New Democrat leader Adrian Dix was in Abbotsford on Tuesday, promoting local foods for the region's hospitals, a policy that is good for patients and the local economy, he said.
His advocacy was triggered by his party's freedom of information request, which he said reveals the Fraser Health Authority doesn't track its food sources, data needed for a 'buy local' policy.
"The Fraser Valley has some of the best agricultural land in B.C. It is also home to one of the province's largest health authorities, serving a
patient population of 1.6 million and growing. However, there is still no formal relationship between the two," said Dix.
In a release, the party also noted that in a Fraser Health acute care patient survey, only 54 per cent of respondents rated hospital food satisfactory.
Dix also cited a Harvard University study that said "money spent at a local farm circulates within that community between six and 15 times, supporting local farms, businesses, people, and communities."
But Vancouver Coastal Health spokeswoman Anna Marie D'Angelo said Fraser Health does in fact serve in-season B.C. fruits and vegetables, as well as other locally grown and processed foods such as dairy, meats and breads.
"Local menu items from B.C. that we serve fresh in facilities include fruits and vegetables such as carrots, apples, peaches, all the berries, green beans and broccoli," she said.
Regional hospital food service contracts are managed by Lower Mainland Business Initiatives & Support Services, consolidating the work for Fraser Health, VCH, Provincial Health Services Authority and Providence Health to reduce upper-level administration, she said.
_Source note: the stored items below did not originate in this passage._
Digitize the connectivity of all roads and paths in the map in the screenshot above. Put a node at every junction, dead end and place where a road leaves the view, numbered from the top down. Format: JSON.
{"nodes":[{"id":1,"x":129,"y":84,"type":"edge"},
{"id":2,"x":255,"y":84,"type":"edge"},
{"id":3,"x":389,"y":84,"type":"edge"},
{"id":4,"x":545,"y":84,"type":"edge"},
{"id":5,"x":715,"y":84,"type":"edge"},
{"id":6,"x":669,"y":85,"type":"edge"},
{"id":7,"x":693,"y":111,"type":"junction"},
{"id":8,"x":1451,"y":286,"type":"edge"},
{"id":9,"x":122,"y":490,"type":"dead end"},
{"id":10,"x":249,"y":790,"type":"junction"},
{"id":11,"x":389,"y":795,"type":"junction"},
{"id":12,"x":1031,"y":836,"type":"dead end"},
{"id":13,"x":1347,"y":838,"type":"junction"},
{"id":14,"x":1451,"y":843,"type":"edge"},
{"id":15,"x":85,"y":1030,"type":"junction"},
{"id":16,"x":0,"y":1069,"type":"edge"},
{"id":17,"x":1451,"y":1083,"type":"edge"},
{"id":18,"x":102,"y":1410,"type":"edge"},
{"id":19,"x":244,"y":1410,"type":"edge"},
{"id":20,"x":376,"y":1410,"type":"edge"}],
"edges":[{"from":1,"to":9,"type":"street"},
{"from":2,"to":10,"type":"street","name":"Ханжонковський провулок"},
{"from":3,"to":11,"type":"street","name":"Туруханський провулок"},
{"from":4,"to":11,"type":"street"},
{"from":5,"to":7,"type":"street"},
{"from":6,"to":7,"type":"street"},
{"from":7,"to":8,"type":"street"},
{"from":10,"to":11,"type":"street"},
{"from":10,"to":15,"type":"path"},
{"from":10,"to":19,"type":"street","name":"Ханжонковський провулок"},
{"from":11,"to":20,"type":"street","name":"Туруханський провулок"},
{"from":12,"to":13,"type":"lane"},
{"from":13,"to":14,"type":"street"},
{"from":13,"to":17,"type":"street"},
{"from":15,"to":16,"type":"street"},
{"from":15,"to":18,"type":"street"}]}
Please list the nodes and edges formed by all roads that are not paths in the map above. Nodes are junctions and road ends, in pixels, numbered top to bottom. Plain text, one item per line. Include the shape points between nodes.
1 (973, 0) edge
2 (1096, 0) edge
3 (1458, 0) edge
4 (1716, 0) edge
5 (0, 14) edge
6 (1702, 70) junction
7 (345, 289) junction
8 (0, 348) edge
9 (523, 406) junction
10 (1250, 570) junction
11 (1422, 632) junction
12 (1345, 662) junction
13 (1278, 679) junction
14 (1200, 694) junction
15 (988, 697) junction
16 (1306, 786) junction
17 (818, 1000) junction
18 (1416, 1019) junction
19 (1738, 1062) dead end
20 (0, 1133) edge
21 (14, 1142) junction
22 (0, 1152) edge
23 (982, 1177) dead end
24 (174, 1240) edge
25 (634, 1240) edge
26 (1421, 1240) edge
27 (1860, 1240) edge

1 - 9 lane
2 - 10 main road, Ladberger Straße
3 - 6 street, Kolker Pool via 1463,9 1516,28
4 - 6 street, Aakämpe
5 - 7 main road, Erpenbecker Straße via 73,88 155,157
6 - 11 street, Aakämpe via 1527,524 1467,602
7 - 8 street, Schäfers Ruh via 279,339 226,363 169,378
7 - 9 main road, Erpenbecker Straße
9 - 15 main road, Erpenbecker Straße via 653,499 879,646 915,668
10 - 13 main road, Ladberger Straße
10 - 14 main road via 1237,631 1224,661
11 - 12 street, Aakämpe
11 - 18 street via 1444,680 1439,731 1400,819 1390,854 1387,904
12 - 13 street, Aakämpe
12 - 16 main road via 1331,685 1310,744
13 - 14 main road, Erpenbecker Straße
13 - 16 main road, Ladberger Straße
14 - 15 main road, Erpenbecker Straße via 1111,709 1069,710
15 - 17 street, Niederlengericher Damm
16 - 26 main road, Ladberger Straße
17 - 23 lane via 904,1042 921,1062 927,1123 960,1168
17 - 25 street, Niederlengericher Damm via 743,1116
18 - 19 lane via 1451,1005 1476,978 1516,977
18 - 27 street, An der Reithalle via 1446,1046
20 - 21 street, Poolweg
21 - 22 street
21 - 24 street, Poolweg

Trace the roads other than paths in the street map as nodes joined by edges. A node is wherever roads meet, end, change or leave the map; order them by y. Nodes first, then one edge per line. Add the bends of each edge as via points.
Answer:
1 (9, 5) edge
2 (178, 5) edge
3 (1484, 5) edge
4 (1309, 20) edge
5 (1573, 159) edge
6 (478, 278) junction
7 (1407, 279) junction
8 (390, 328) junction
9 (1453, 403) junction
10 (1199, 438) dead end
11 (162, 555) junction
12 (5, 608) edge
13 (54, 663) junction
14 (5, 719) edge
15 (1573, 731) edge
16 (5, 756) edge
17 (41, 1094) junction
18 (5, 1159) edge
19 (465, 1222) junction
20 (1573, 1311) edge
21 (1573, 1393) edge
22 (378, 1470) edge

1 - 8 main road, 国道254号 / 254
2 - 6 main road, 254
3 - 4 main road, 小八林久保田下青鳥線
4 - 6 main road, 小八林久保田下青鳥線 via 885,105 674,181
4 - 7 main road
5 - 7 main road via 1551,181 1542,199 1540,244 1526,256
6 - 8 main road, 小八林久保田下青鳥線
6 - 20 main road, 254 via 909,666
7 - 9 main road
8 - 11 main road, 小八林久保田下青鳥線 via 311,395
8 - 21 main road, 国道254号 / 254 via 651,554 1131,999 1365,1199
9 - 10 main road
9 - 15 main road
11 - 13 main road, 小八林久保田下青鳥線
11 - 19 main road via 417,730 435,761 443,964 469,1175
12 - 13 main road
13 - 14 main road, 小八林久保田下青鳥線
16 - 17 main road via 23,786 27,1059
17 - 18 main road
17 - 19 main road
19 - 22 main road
Gordon Food Services provides the actual food.
Fraser Health serves five million patient meals a year in its hospitals and residential facilities, so food quality is vital, said D'Angelo.
"It's a very big undertaking. We're always looking at healthy food choices and to improve menus. Fraser Health is constantly reviewing its food services . . . and we also survey patients for their opinions," she said.
Most facilities, including Abbotsford Regional Hospital, also prepare meals fresh on site, and nutritionists follow health authority and Canada Food Guide standards.
D'Angelo added that "hospital food will always taste like hospital food" - a little bland - because of its low sodium contact, and because meals have to be digestible for recovering patients who may have food restrictions.